General Motors Corp. is back in Washington, this time asking for $12 billion to add to the $18 billion loan the government approved last year. The possibility of bankruptcy for GM is very real — the company posted a loss of $30 billion in fiscal 2008.

GM continues to argue that it couldn’t survive a Chapter 11 proceeding, but the truth is that bankruptcy could boost its ability to survive. As the Obama administration considers its response to GM’s request for more cash, it should be mindful of the advantages of bankruptcy that haven’t been highlighted — certainly not by GM’s management.

As GM management argues its case for more capital, it warns of the dangers of Chapter 11 bankruptcy for not only itself, but also hundreds of vendors and suppliers.

Courts know that bankrupt companies need to keep getting supplies, inventory and parts for manufacturing to be viable. Hence, the bankruptcy code and the bankruptcy courts put payments for new supplies at the top of the queue, even ahead of most old lenders. Send in fresh supplies, and the courts have the bankrupt company pay for them, even while prebankruptcy creditors cool their heels.

Roe argues bankruptcy courts understand that and consider suppliers in restructuring.

There are other reasons why a Chapter 11 resolution may be the best solution for GM. Bankruptcy may be the only way for GM to fully confront its operational problems, deal with its legacy costs, reconfigure its dealer network, and achieve a viable labor agreement.

Roe also argues that Chapter 11 may help GM more efficiently use your taxpayer capital by dramatically creating the needed change, versus incrementally negotiating and rearranging the deck chairs.

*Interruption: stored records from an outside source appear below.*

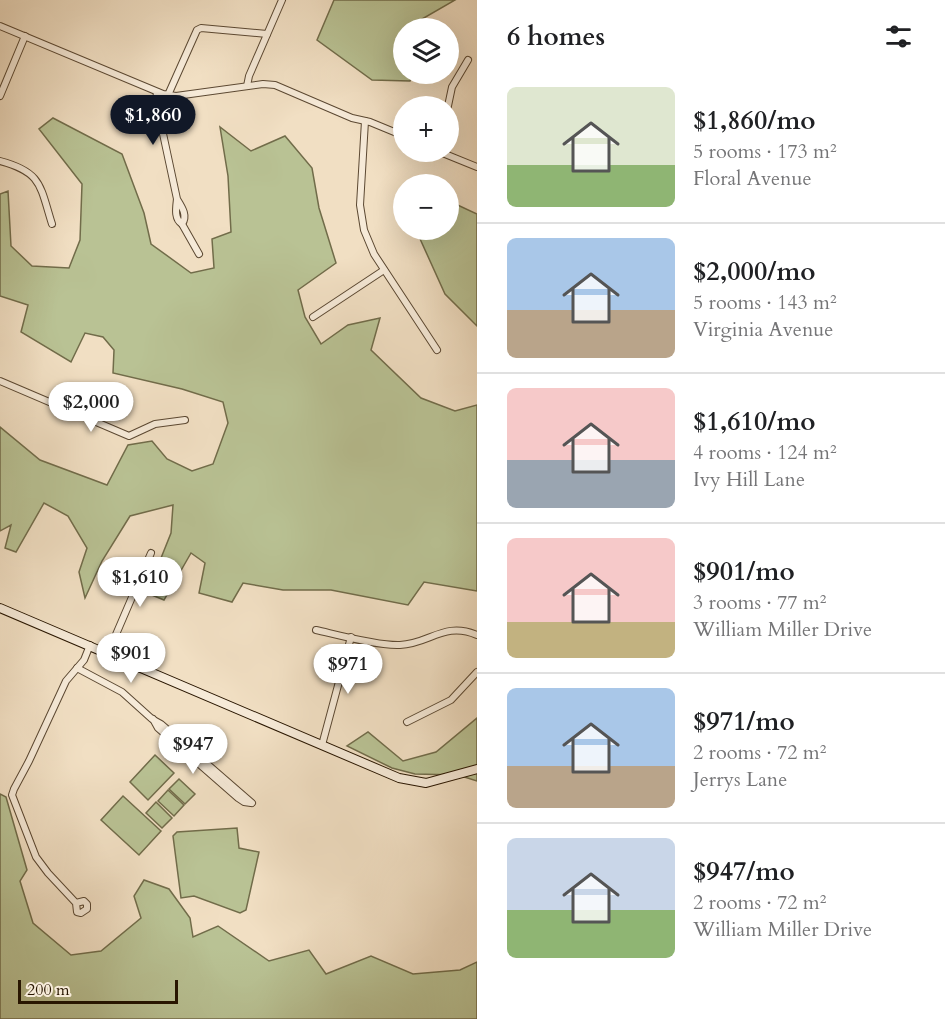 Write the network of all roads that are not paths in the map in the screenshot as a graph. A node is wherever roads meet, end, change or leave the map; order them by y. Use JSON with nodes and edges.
{"nodes":[{"id":1,"x":282,"y":0,"type":"edge"},
{"id":2,"x":0,"y":26,"type":"edge"},
{"id":3,"x":267,"y":34,"type":"junction"},
{"id":4,"x":25,"y":36,"type":"junction"},
{"id":5,"x":468,"y":60,"type":"dead end"},
{"id":6,"x":247,"y":86,"type":"junction"},
{"id":7,"x":157,"y":92,"type":"junction"},
{"id":8,"x":168,"y":95,"type":"junction"},
{"id":9,"x":0,"y":96,"type":"edge"},
{"id":10,"x":451,"y":96,"type":"edge"},
{"id":11,"x":365,"y":121,"type":"junction"},
{"id":12,"x":393,"y":132,"type":"edge"},
{"id":13,"x":459,"y":160,"type":"edge"},
{"id":14,"x":0,"y":161,"type":"edge"},
{"id":15,"x":477,"y":167,"type":"edge"},
{"id":16,"x":52,"y":224,"type":"dead end"},
{"id":17,"x":199,"y":254,"type":"dead end"},
{"id":18,"x":384,"y":270,"type":"junction"},
{"id":19,"x":313,"y":317,"type":"dead end"},
{"id":20,"x":436,"y":350,"type":"dead end"},
{"id":21,"x":0,"y":381,"type":"edge"},
{"id":22,"x":185,"y":420,"type":"dead end"},
{"id":23,"x":151,"y":553,"type":"dead end"},
{"id":24,"x":0,"y":608,"type":"edge"},
{"id":25,"x":316,"y":630,"type":"dead end"},
{"id":26,"x":477,"y":635,"type":"edge"},
{"id":27,"x":351,"y":637,"type":"junction"},
{"id":28,"x":90,"y":645,"type":"junction"},
{"id":29,"x":108,"y":653,"type":"junction"},
{"id":30,"x":77,"y":668,"type":"junction"},
{"id":31,"x":477,"y":672,"type":"edge"},
{"id":32,"x":153,"y":719,"type":"junction"},
{"id":33,"x":407,"y":722,"type":"dead end"},
{"id":34,"x":322,"y":746,"type":"junction"},
{"id":35,"x":477,"y":769,"type":"edge"},
{"id":36,"x":76,"y":903,"type":"dead end"}],
"edges":[{"from":1,"to":3,"type":"street"},
{"from":2,"to":4,"type":"street"},
{"from":3,"to":6,"type":"street"},
{"from":3,"to":8,"type":"street"},
{"from":4,"to":7,"type":"street"},
{"from":4,"to":9,"type":"street"},
{"from":5,"to":10,"type":"street"},
{"from":6,"to":8,"type":"street"},
{"from":6,"to":11,"type":"street"},
{"from":7,"to":8,"type":"street"},
{"from":7,"to":17,"type":"street"},
{"from":11,"to":12,"type":"street"},
{"from":11,"to":18,"type":"street"},
{"from":13,"to":15,"type":"street"},
{"from":14,"to":16,"type":"street"},
{"from":18,"to":19,"type":"street"},
{"from":18,"to":20,"type":"street"},
{"from":21,"to":22,"type":"street"},
{"from":23,"to":29,"type":"street"},
{"from":24,"to":28,"type":"main road"},
{"from":25,"to":27,"type":"street"},
{"from":26,"to":27,"type":"street"},
{"from":27,"to":34,"type":"street"},
{"from":28,"to":29,"type":"main road"},
{"from":28,"to":30,"type":"street"},
{"from":29,"to":34,"type":"main road"},
{"from":30,"to":32,"type":"street"},
{"from":30,"to":36,"type":"street"},
{"from":31,"to":33,"type":"street"},
{"from":32,"to":32,"type":"street"},
{"from":34,"to":35,"type":"main road"}]}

However, Roe thinks this is the real hesitation and resistance to bankruptcy:

But one issue that has not been discussed much is that bankruptcy usually leads to a sharp change in management. There are turnaround teams expert at restructuring troubled companies, and they may well be more effective than GM’s current management. It’s no surprise GM’s management isn’t advertising this fact, but taxpayers and the government should know about it.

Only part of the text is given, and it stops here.